The project also highlights a practical reality of Nepal logistics in 2026: western routes can face delays, so planning extra transit time is often necessary, while eastern routes may move more smoothly depending on the situation. For this shipment, delivery timing and unloading coordination mattered because the destination in Imadol had a Saturday unloading constraint, so the cargo was staged accordingly and the driver team stayed overnight in a nearby area to avoid delivery failure.

Project Overview
The shipment was a classic multimodal furniture move. Cargo was picked up in Seoul, transported to Kolkata, India, then moved inland to Lalitpur, Nepal, with Sea Sky coordinating the full process from origin to final delivery. This type of shipment requires careful timing because furniture is bulky, mixed in nature, and often needs both customs and destination-side handling support.

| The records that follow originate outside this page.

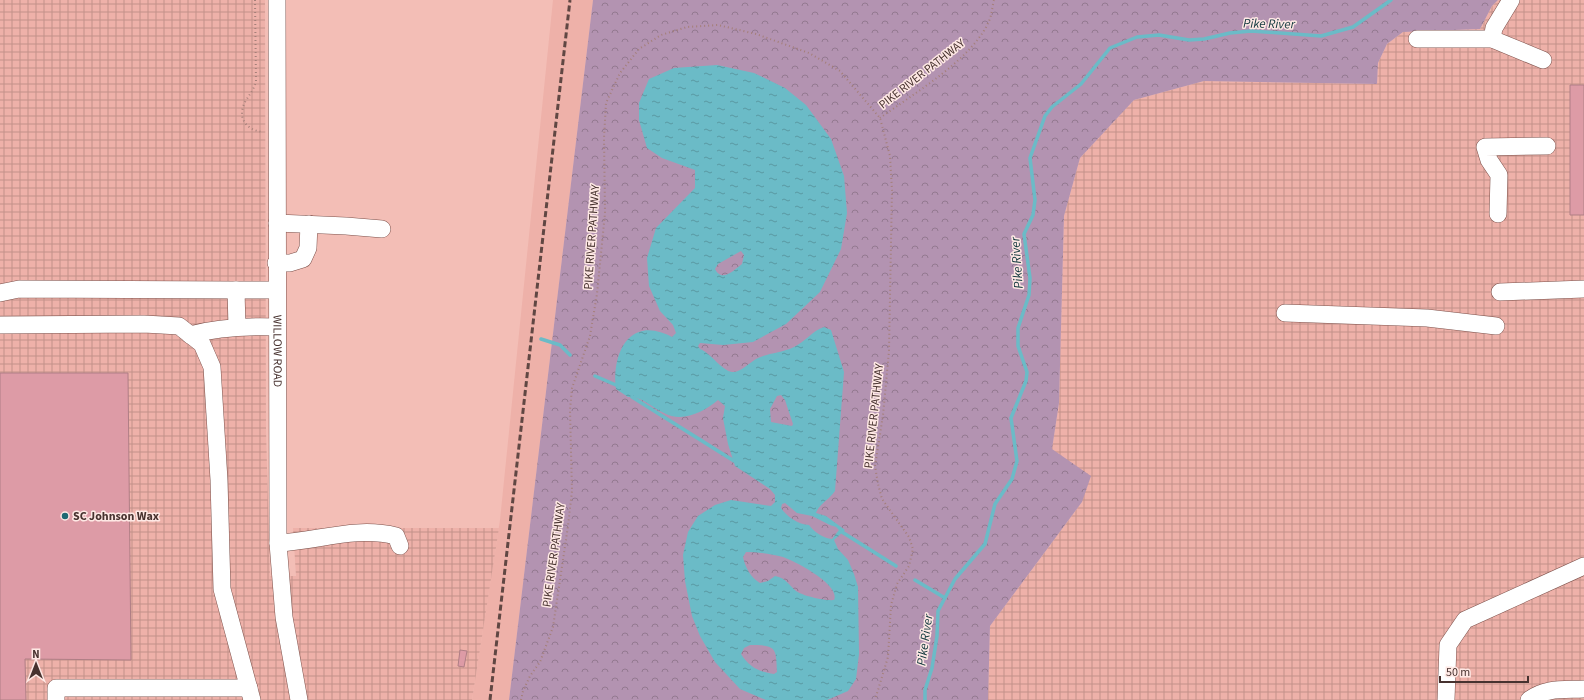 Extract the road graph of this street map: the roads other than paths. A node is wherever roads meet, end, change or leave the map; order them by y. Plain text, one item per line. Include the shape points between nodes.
1 (277, 0) edge
2 (1511, 0) edge
3 (1417, 39) dead end
4 (1492, 39) junction
5 (1543, 60) dead end
6 (1548, 146) dead end
7 (1498, 214) dead end
8 (277, 223) junction
9 (308, 224) junction
10 (382, 229) dead end
11 (276, 263) junction
12 (1584, 289) edge
13 (236, 290) junction
14 (277, 290) junction
15 (1500, 292) dead end
16 (0, 293) edge
17 (1285, 313) dead end
18 (0, 326) edge
19 (1496, 326) dead end
20 (237, 327) junction
21 (277, 327) junction
22 (190, 335) junction
23 (278, 543) junction
24 (400, 546) dead end
25 (1584, 566) edge
26 (1584, 689) edge
27 (141, 694) edge
28 (250, 694) edge
29 (56, 700) edge
30 (299, 700) edge
31 (1446, 700) edge
32 (1529, 700) edge

1 - 8 street, WILLOW ROAD
2 - 4 street via 1494,28
3 - 4 street
4 - 5 street
6 - 7 street via 1485,147 1489,160 1499,175
8 - 9 street
8 - 11 street, WILLOW ROAD
9 - 10 street
9 - 11 street via 308,248 303,259 290,263
11 - 14 street, WILLOW ROAD
12 - 15 street
13 - 14 street
13 - 16 street via 19,289
13 - 20 street
14 - 21 street, WILLOW ROAD
17 - 19 street via 1427,318
18 - 22 street via 144,324 179,326
20 - 21 street
20 - 22 street
21 - 23 street, WILLOW ROAD
22 - 28 street via 202,344 212,367 222,589
23 - 24 street via 347,533 383,532 396,536
23 - 30 street, WILLOW ROAD via 284,617
25 - 31 street via 1465,620 1448,645
26 - 32 street via 1548,690
27 - 28 street
27 - 29 street via 56,688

What makes this project notable is that it was not just a line-haul move. It was a full-service logistics job covering collection, export coordination, transshipment, port work, customs, and destination delivery to a residential area in Imadol.
Cargo Details
The load included mixed furniture and furnishing items such as:
- Chairs.
- Tables.
- Cabinets.
- Computer tables.
- Stainless steel support pillars.
- Carpets.
- Curtains.
- Shoe racks.
- Dining tables
Mixed furniture shipments like this need careful packing and piece counting because the consignment has multiple item types, different dimensions, and varying fragility levels. A shipment like this also benefits from clear labeling and organized document flow so the cargo can move smoothly through port and customs steps.

Route and Movement
The route used in this case was Seoul, Korea to Kolkata, India, and then Kolkata to Lalitpur, Nepal. That is a common and practical corridor for Nepal-bound cargo because Nepal is landlocked and often relies on Indian ports for international sea movement before inland delivery.

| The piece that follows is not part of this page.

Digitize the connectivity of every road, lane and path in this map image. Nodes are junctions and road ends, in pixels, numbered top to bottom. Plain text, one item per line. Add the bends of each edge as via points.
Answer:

Once the shipment reached the regional hub, Sea Sky handled the onward movement to Lalitpur, including port handling, inland transport, and customs coordination. This kind of routing is especially useful when the destination is not a major warehouse but a residential or project site that needs precise delivery timing.
Customs and Charges
A major value of this project was that Sea Sky managed customs clearance and both origin and destination charges. That is important because furniture shipments can involve multiple cost layers: export processing, port handling, inland trucking, customs review, and final delivery charges.
For importers, this matters because a quote that only covers freight is not enough. A true door-to-door project must include the full chain of charges so the customer knows the final landed cost before the shipment arrives
Why This Project Matters
This shipment shows the difference between simple freight and real project logistics. Furniture may seem ordinary, but when it arrives in mixed lots across an international corridor, it requires route planning, customs management, port handling, and destination timing to all work together.

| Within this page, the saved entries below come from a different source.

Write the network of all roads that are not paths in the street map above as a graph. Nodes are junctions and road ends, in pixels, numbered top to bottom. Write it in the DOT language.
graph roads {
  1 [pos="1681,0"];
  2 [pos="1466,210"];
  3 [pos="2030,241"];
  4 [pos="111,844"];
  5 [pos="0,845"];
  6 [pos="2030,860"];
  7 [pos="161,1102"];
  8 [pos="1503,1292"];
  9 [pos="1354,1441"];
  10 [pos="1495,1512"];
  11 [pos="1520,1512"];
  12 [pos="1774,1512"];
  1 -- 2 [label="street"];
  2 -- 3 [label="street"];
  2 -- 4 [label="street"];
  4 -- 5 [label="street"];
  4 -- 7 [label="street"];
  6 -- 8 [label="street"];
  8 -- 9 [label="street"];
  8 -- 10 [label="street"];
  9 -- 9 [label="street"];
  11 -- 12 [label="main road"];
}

It also shows how Sea Sky adds value by taking responsibility from pickup in the origin country to delivery at the final site in Nepal. For clients, that means fewer handoffs, fewer surprises, and better control of the full shipment journey
Best Practice Takeaways
For shipments like this, businesses should:
- Confirm whether the route has known delays.
- Check destination unloading availability in advance.
- Ask for full door-to-door pricing.
- Keep all cargo items clearly listed.
- Coordinate port, customs, and final delivery together.
These steps reduce the chance of storage charges, missed unloading windows, or last-minute delivery problems. In this case, planning around the Saturday unloading issue prevented a failed handover and kept the project moving.